#### [HOW TO COMPLETE THIS TASK]
Which lines of the records below contain the word "Nicholas"? Report each of them in full.

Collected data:
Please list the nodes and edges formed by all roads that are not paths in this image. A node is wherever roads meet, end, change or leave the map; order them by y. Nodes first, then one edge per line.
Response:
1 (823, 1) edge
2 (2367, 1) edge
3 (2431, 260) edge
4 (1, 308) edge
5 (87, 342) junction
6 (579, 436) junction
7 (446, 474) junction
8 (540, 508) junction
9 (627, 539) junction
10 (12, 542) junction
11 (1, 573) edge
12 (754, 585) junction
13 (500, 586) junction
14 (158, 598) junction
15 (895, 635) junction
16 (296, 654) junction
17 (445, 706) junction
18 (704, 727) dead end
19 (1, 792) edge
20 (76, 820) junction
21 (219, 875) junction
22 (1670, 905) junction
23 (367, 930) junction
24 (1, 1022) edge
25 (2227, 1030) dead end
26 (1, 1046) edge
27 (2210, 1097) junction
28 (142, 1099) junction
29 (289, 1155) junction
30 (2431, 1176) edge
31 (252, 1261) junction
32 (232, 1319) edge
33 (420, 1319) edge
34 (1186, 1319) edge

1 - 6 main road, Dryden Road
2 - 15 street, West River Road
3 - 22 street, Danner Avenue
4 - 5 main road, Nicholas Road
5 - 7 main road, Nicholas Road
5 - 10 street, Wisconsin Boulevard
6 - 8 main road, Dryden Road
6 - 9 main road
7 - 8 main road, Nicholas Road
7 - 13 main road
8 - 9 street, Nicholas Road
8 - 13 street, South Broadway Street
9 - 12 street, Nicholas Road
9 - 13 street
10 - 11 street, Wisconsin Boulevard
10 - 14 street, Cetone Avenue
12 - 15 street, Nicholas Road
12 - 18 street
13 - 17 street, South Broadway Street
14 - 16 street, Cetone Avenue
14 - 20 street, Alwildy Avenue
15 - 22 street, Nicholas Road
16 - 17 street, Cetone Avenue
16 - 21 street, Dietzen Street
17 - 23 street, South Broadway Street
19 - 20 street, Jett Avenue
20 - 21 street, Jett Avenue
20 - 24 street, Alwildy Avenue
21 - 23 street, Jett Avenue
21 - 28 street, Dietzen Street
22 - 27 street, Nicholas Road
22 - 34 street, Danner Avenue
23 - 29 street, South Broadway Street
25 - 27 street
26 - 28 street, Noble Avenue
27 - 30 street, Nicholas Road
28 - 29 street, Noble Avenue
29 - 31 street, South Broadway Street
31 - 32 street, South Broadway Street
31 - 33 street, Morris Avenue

#### [RESULT BELOW]
4 - 5 main road, Nicholas Road
5 - 7 main road, Nicholas Road
7 - 8 main road, Nicholas Road
8 - 9 street, Nicholas Road
9 - 12 street, Nicholas Road
12 - 15 street, Nicholas Road
15 - 22 street, Nicholas Road
22 - 27 street, Nicholas Road
27 - 30 street, Nicholas Road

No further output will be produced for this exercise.